Main lab
Data
In most of the exercises, we will use RNA-seq data (Illumina short reads) from the dataset GSE131032 Czarnewski et al (2019) Nat Comm.
To elucidated through an unbiased manner which genes and pathways are differentially regulated during mouse colonic inflammation followed by a tissue regeneration phase. In particular, we took advantage of the widely used dextran sodium sulfate (DSS)-induced model of colitis. This model is one of the few characterized by a phase of damage followed by a phase of regeneration. Therefore, this model gave the possibility to identify also sets of genes essential in the regeneration phase, a key step towards the resolution of the inflammation. In short, mice were exposed to DSS in the drinking water for 7 days, then allowed to recover for the following 7 days.

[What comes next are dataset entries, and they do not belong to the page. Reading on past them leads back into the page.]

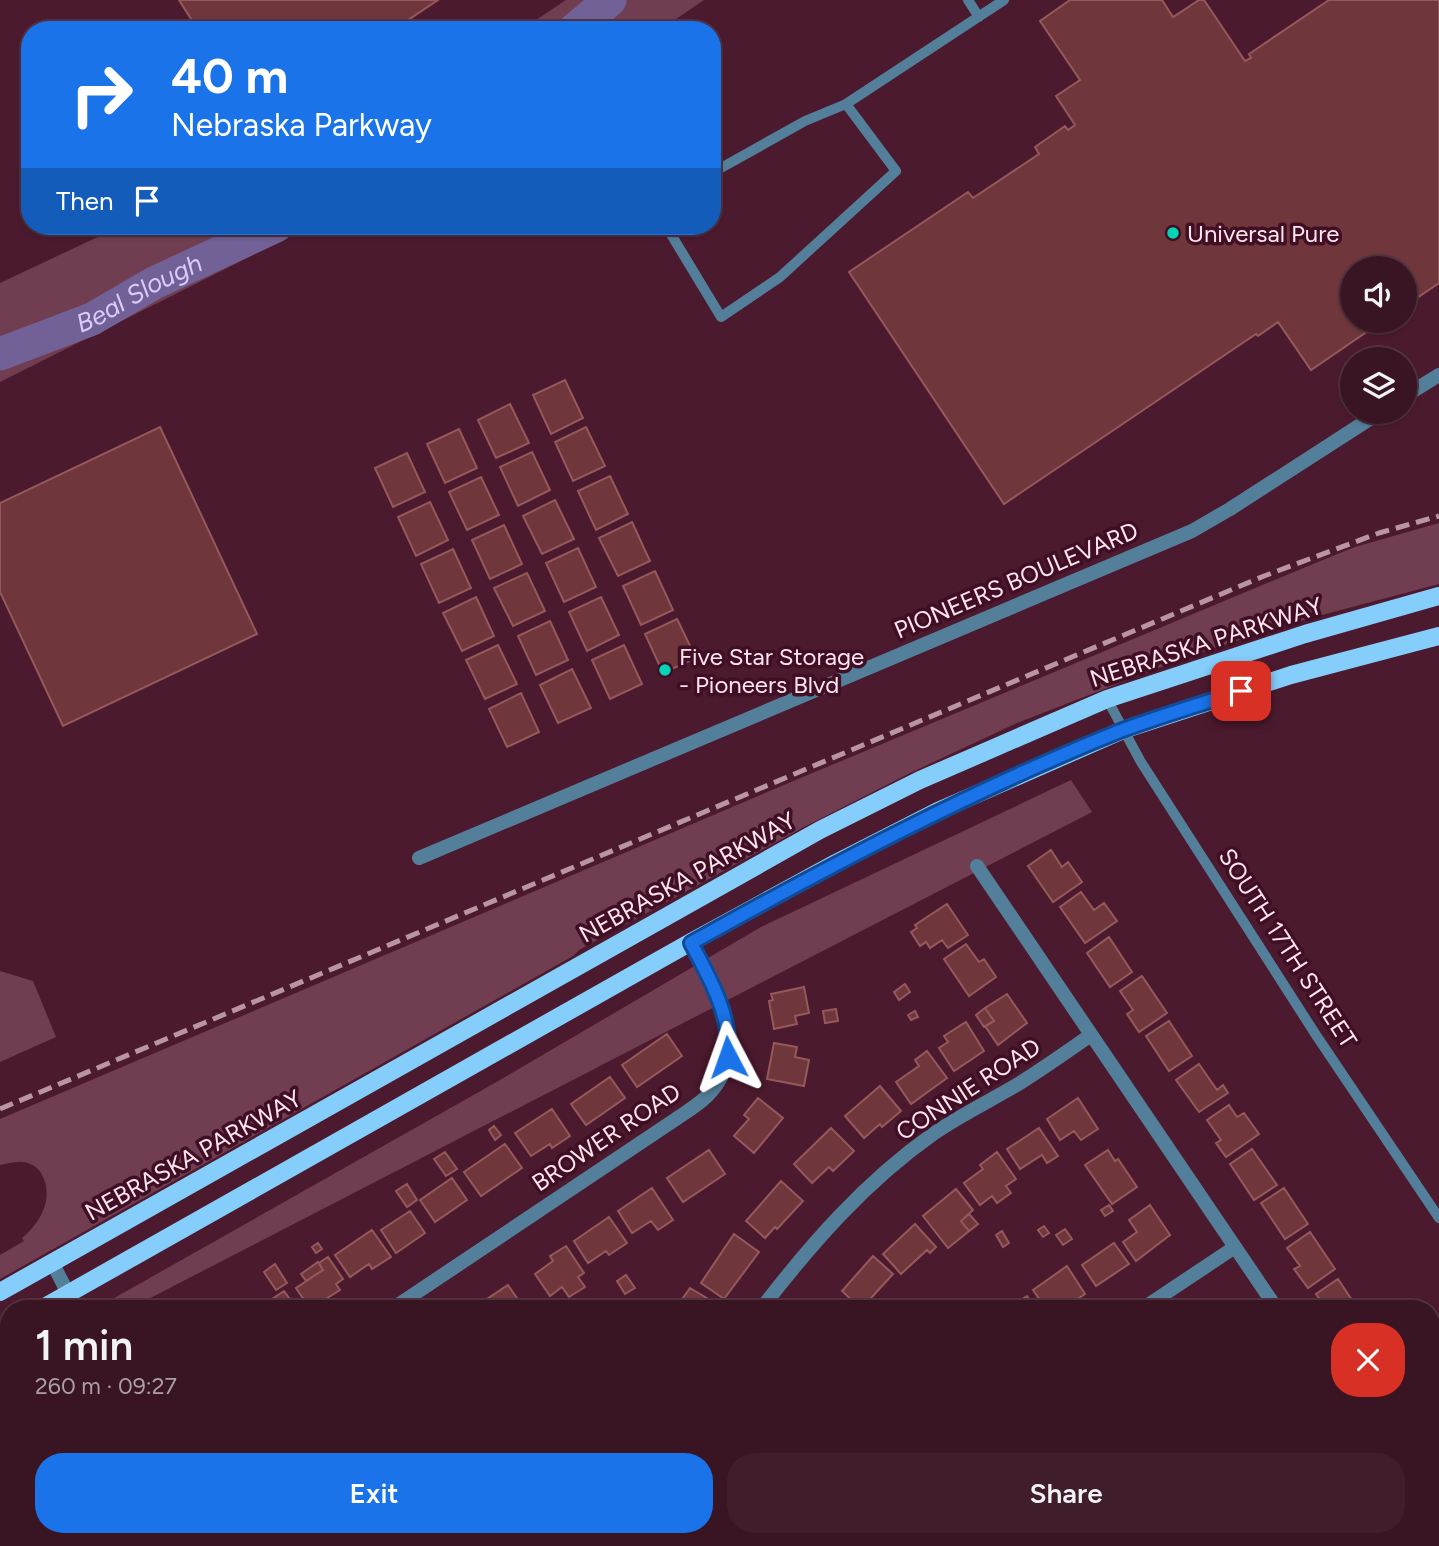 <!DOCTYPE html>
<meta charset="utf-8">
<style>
:root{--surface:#391422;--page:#401d2a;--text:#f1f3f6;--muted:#ab9ea5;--line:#533340;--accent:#1a73e8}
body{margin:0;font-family:Figtree,sans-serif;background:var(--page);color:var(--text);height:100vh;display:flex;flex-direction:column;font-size:26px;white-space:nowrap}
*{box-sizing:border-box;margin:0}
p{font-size:23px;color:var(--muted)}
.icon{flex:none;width:38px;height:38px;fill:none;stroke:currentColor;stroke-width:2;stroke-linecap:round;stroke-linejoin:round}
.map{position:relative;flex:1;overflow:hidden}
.panel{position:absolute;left:0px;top:1300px;width:1440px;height:247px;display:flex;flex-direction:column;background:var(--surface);border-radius:28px 28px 0 0;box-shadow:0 2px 5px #0004,0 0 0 2px var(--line)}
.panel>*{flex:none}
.hud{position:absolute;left:21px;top:21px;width:700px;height:214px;border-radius:28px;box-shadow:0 2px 5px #0004,0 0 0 2px var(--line);background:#1a73e8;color:#fff;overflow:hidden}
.tools{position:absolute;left:1340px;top:256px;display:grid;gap:14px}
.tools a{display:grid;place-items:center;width:77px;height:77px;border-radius:50%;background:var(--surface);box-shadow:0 2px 5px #0004,0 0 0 2px var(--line);font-size:35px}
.pin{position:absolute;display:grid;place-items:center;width:60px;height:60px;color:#fff;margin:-30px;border-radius:14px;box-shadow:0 4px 10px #0006}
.me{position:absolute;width:77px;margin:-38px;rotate:356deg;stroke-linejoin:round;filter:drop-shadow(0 0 5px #0008)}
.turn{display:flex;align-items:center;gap:24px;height:147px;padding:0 35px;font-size:32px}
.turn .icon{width:91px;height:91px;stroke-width:2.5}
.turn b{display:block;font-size:49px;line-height:60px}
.then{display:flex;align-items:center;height:66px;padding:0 35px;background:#0003;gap:14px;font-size:26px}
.round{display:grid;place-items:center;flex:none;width:74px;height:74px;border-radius:28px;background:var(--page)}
.overview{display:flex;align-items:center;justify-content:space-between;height:119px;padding:0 35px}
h1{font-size:42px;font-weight:600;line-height:52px}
.button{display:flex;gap:14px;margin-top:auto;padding:14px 35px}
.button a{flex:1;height:80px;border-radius:28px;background:var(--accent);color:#fff;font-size:28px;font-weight:600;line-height:80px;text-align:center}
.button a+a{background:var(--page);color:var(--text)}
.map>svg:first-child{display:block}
.green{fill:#713e51}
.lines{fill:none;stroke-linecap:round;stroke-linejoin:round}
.river{stroke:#716196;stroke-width:33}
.building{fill:#6f373b;stroke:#95595b;stroke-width:2}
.service{stroke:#537f9b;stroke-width:10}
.minor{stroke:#537f9b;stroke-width:14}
.tertiary{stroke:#537f9b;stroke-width:14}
.primary{stroke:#85cefc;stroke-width:18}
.rail{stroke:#b994a1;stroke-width:5;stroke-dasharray:14 7;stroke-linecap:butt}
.route-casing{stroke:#114b97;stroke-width:18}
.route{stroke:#1a73e8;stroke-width:12}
.poi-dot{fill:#01d5b6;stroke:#400f25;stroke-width:2.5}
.labels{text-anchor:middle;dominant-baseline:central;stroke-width:7;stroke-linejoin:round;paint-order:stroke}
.poi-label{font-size:24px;fill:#ffe4ec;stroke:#400f25;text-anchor:start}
.street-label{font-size:24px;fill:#ffe4ec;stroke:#400f25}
.water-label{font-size:26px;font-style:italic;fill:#d9cbfc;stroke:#400f25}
</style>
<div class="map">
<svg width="1439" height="1546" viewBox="0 0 1439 1546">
<rect width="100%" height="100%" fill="#4c1a2e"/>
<!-- green -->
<path class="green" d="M 566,0 L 704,0 L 660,30 L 521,30 Z
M 121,226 L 311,226 L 0,382 L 0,283 Z
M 1439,523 L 1439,584 L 1303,620 L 1192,655 L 1017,723 L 910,773 L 804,827 L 579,950 L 573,956 L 0,1279 L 0,1255 L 24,1241 L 22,1238 C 41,1222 55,1197 41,1173 C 37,1167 30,1162 22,1162 C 15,1161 7,1164 0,1165 L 0,1119 L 791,782 L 1313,564 L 1355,547 Z
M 1071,780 L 1092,812 L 129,1309 L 109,1309 L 109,1301 L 500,1080 L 761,927 Z
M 0,971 L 33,981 L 56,1037 L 0,1062 Z
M 9,1361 L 9,1409 L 0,1413 L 0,1366 Z"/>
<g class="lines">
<!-- river -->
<g class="river">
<path d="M 574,30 L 610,0"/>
<path id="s1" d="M 0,354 L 92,319 L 154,283 L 276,226"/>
</g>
</g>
<!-- building -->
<path class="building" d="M 179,0 L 438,0 L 393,30 L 198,30 Z
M 1070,0 L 1162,0 L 1173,17 L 1199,0 L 1204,0 L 1245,61 L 1251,58 L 1249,54 L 1329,0 L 1439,0 L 1439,283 L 1405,306 L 1405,268 L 1353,268 L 1353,320 L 1384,320 L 1311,370 L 1278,322 L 1258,336 L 1256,334 L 1004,504 L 849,272 L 968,192 L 973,198 L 1039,154 L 1035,147 L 1065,126 L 1068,130 L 1075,125 L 1056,96 L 1080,80 L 1040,21 Z
M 565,380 L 583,418 L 551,434 L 533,395 Z
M 510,404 L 529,443 L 496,458 L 478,420 Z
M 160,427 L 257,634 L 63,726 L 0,592 L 0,503 Z
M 586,427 L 605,466 L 573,481 L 555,442 Z
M 459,429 L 477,468 L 445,483 L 427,444 Z
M 532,452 L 550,490 L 518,506 L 500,467 Z
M 407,453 L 425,492 L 393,507 L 375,468 Z
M 610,476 L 628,514 L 596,530 L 578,491 Z
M 481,477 L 499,515 L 467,530 L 449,492 Z
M 555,500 L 574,539 L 542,554 L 523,516 Z
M 430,502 L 448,540 L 416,556 L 398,517 Z
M 632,522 L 650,561 L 618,576 L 599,538 Z
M 504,525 L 522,564 L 490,579 L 472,540 Z
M 578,548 L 596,587 L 564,602 L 546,563 Z
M 453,549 L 471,588 L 439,603 L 421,564 Z
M 655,571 L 673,610 L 641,625 L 623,586 Z
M 527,573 L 545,611 L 513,626 L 494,588 Z
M 476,597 L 494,636 L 462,651 L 443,613 Z
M 601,597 L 619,635 L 587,651 L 569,612 Z
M 677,619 L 696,658 L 663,673 L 645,634 Z
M 550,621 L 568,660 L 536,675 L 518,636 Z
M 498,645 L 517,684 L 485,699 L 466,660 Z
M 624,645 L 642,684 L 610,699 L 592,660 Z
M 572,669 L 591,708 L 558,723 L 540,685 Z
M 521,693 L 539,732 L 507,747 L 489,709 Z
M 1051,850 L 1062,867 L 1068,862 L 1082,882 L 1053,902 L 1028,866 Z
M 1081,892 L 1094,910 L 1104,903 L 1117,921 L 1085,943 L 1060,907 Z
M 947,904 L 968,935 L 948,948 L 942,940 L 930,948 L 926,942 L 920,946 L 911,932 L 917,928 L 915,925 Z
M 1109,937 L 1132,972 L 1110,987 L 1087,953 Z
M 966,944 L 979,962 L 984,959 L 996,977 L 969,996 L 944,959 Z
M 1142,976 L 1167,1013 L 1139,1032 L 1127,1014 L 1133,1010 L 1120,991 Z
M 905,984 L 910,992 L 899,1000 L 894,992 Z
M 804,987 L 809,1013 L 795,1016 L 797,1024 L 774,1029 L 769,1001 L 773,1000 L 771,994 Z
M 1007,994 L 1027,1023 L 998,1045 L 985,1026 L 994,1021 L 985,1008 Z
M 985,1008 L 994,1021 L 984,1027 L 976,1015 Z
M 836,1009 L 838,1021 L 825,1023 L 823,1011 Z
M 915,1011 L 918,1017 L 911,1020 L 908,1015 Z
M 1169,1021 L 1192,1056 L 1169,1071 L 1146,1036 Z
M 966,1022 L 984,1051 L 954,1071 L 939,1048 L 948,1042 L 944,1036 Z
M 667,1034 L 682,1056 L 637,1087 L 622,1065 Z
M 774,1043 L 797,1047 L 795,1057 L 809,1060 L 804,1086 L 767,1079 Z
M 927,1051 L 947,1078 L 911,1104 L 896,1082 L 919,1066 L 915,1060 Z
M 1199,1064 L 1217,1090 L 1223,1085 L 1228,1093 L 1199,1112 L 1176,1080 Z
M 610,1077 L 625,1098 L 586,1125 L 571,1104 Z
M 880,1086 L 901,1111 L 882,1127 L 880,1124 L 864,1138 L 845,1116 Z
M 758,1098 L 783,1118 L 754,1153 L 734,1136 L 749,1119 L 744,1115 Z
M 1078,1098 L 1098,1129 L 1081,1140 L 1074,1131 L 1060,1140 L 1047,1119 Z
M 1229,1105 L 1237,1117 L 1244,1113 L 1259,1134 L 1226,1157 L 1216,1143 L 1221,1140 L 1207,1120 Z
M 552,1109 L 570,1136 L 552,1148 L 550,1144 L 531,1156 L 515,1133 Z
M 494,1126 L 501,1135 L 495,1140 L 489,1130 Z
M 831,1128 L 854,1151 L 833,1171 L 829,1167 L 812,1183 L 794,1164 Z
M 1039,1128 L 1058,1156 L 1047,1163 L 1042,1155 L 1020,1169 L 1007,1149 Z
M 505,1144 L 522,1168 L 481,1196 L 464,1172 Z
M 1252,1149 L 1277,1185 L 1254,1200 L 1230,1164 Z
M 709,1150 L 725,1174 L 683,1202 L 667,1178 Z
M 1108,1150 L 1115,1161 L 1118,1159 L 1137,1187 L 1112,1204 L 1085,1165 Z
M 445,1152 L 457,1169 L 446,1176 L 434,1159 Z
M 997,1152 L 1016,1179 L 1006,1186 L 1011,1193 L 997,1203 L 992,1196 L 980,1205 L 964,1183 L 983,1169 L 980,1165 Z
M 452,1178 L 467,1200 L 435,1222 L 420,1200 Z
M 781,1181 L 803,1201 L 777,1229 L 775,1227 L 765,1238 L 746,1221 Z
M 407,1184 L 417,1200 L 407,1207 L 396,1191 Z
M 652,1188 L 673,1220 L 658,1230 L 651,1221 L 632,1233 L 618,1211 Z
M 1284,1188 L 1308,1224 L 1285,1239 L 1261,1203 Z
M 956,1189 L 973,1210 L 961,1221 L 969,1231 L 948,1248 L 923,1216 Z
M 1109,1205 L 1113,1211 L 1105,1216 L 1101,1210 Z
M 1150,1205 L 1170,1235 L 1136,1261 L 1123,1242 L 1137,1232 L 1129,1220 Z
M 410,1211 L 425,1233 L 396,1253 L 381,1230 Z
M 969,1214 L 978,1224 L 969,1231 L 961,1221 Z
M 609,1217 L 627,1243 L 609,1255 L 606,1251 L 588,1263 L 574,1241 Z
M 915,1224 L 936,1247 L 930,1253 L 927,1250 L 901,1274 L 883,1254 Z
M 1044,1226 L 1049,1233 L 1043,1237 L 1038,1230 Z
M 1065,1229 L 1072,1239 L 1063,1245 L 1056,1235 Z
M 372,1230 L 391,1257 L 372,1269 L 369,1264 L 350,1277 L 335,1255 Z
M 1002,1231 L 1009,1243 L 1003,1247 L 996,1235 Z
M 1310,1232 L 1335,1269 L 1308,1288 L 1294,1269 L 1300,1266 L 1287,1248 Z
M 734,1234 L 759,1252 L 724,1299 L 701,1283 Z
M 318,1243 L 322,1249 L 316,1253 L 312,1247 Z
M 1114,1243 L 1129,1264 L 1096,1286 L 1082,1265 Z
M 566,1246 L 584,1273 L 578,1277 L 585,1287 L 569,1297 L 562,1287 L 550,1296 L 535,1274 L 553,1261 L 550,1256 Z
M 873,1256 L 893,1274 L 861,1309 L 842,1291 Z
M 328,1257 L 343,1279 L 336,1284 L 340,1290 L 310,1309 L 296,1288 L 323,1270 L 319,1263 Z
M 318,1262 L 323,1270 L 306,1281 L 301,1274 Z
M 275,1264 L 287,1283 L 276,1290 L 264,1272 Z
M 1067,1266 L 1085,1294 L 1067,1306 L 1064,1301 L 1053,1309 L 1046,1309 L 1033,1290 Z
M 626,1275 L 635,1288 L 625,1294 L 617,1281 Z
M 1338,1279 L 1358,1309 L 1326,1309 L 1316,1294 Z
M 508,1285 L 523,1307 L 520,1309 L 472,1309 Z
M 690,1288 L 720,1306 L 718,1309 L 675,1309 Z
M 284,1291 L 297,1309 L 257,1309 Z
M 1027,1296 L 1036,1309 L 1007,1309 Z
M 841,1302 L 850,1309 L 836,1309 Z
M 1432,1417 L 1439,1428 L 1439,1445 L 1432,1450 Z
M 17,1538 L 22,1538 L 26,1544 L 15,1546 L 12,1541 Z
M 148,1538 L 166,1538 L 171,1546 L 142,1546 L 140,1544 Z
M 276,1538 L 309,1538 L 309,1539 L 299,1546 L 281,1546 Z
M 467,1538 L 498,1538 L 502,1546 L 472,1546 Z
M 708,1538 L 731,1538 L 735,1540 L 733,1546 L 705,1546 Z
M 840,1538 L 870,1538 L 867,1546 L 837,1546 Z
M 974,1538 L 1021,1538 L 1017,1546 L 970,1546 Z
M 1143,1538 L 1177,1538 L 1167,1546 L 1150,1546 Z
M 1340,1538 L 1381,1538 L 1386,1546 L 1329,1546 Z"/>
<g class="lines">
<!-- service -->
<path class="service" d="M 968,0 L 979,17
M 712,173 L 805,121 L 846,104 L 1004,0
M 666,226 L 721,317 L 780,277 L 896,171 L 846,104
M 1107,699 L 1141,762 L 1316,1035 L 1439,1218"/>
<!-- minor -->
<path class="minor" d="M 1405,396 L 1439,375
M 419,858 L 1192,531 L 1230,509 L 1382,411
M 977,866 L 1277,1309
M 392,1309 L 676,1119 C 686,1112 698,1105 707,1096 C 753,1051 715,988 691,942
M 761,1309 C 811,1244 865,1182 933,1134 C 960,1115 992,1100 1020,1083 C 1044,1068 1068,1051 1091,1035
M 1142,1309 L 1235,1247
M 0,1413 L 9,1409
M 1432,1524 L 1439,1529
M 549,1538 L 554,1546
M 653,1546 L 656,1538
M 915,1546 L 918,1538
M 1249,1546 L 1260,1538"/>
<!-- tertiary -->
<path class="tertiary" d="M 52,1262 L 76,1309
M 224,1538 L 229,1546"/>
<!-- primary -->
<path class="primary" d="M 0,1292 L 820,830 L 920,780 L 1107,699 L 1305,634 L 1439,596
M 41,1309 L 691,942 L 836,863 L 938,811 L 1123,730 L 1291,675 L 1439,636
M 0,1332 L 9,1327"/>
<!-- rail -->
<path class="rail" d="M 0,1109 L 1264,576 L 1379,533 L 1439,516"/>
</g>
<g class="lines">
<!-- route casing -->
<g class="route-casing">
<path id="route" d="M 728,1057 C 732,1016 709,977 691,943 C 831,865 971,791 1120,731 C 1160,716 1201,704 1241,691"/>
</g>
<!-- route -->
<use href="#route" class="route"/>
</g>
<!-- markers -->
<g class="poi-dot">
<circle cx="1173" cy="233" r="7"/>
<circle cx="665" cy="670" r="7"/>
</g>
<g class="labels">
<!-- poi labels -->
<g class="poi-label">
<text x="1187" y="233">Universal Pure</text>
<text x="679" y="656">Five Star Storage<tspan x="679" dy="28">- Pioneers Blvd</tspan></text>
</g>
<!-- street labels -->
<g class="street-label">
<text transform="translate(1016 580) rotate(-23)">PIONEERS BOULEVARD</text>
<text transform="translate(1206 642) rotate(-18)">NEBRASKA PARKWAY</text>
<text transform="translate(687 877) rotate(-29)">NEBRASKA PARKWAY</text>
<text transform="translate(1288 948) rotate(57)">SOUTH 17TH STREET</text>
<text transform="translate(968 1089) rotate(-33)">CONNIE ROAD</text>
<text transform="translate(606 1137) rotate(-34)">BROWER ROAD</text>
<text transform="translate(193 1155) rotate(-29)">NEBRASKA PARKWAY</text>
</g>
<!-- water labels -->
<g class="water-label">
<text stroke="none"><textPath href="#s1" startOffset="152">Beal Slough</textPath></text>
</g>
</g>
</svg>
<div class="tools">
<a><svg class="icon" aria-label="sound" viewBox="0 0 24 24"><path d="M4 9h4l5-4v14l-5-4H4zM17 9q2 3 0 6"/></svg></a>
<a><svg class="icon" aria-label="layers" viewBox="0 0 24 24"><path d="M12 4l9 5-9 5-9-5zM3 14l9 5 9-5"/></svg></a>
</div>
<div class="pin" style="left:1241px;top:691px;background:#d93025"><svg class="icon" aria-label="arrive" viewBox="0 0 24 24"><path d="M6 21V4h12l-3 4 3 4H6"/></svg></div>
<svg class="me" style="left:728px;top:1057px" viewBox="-20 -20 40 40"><path d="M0-17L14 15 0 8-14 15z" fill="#1a73e8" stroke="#fff" stroke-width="4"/></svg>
<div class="hud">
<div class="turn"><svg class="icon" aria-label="right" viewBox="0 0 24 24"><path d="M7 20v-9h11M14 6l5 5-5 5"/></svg><div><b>40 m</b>Nebraska Parkway</div></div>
<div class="then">Then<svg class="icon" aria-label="arrive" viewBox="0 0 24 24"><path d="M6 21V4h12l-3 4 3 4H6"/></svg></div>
</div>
<section class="panel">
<div class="overview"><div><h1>1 min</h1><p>260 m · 09:27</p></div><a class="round" style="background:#d93025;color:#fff"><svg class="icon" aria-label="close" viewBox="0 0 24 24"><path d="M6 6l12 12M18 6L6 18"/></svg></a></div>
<div class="button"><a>Exit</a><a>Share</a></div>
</section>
</div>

During this period, we collected colonic tissue samples every second day to then be analyzed by RNA sequencing (RNA-seq). Next, we performed a RNA-seq analysis from colonic samples throughout the experiment and computed differentially expressed genes (DEGs) taking the complete kinetics of expression into consideration for p-value estimation using EdgeR.
For this course, downsampled FASTQ files from this dataset from 2 experimental groups (day00 and day07, 3 samples each) will be used in the labs on read mapping, transcript assembly, visualization, quality control and differential expression. There are many relevant questions that could be asked based on these measurements, from several quality checks to understanding biological insignts.
Quality control
Before doing any other analysis on mapped RNA-seq reads it is always important to do quality control of your mapped reads and that you do not have any obvious errors in your RNA-seq data.
Mapping
This section contains information on how to map reads to a reference genome using splice-aware aligner STAR and HISAT2.
Post-alignment QC
After alignment, the BAM files are inspected for various alignment metrics. Some of these include the number of reads mapped, number of unmapped reads, regions in the reference that reads map to, gene body coverage, signs of DNA contamination etc.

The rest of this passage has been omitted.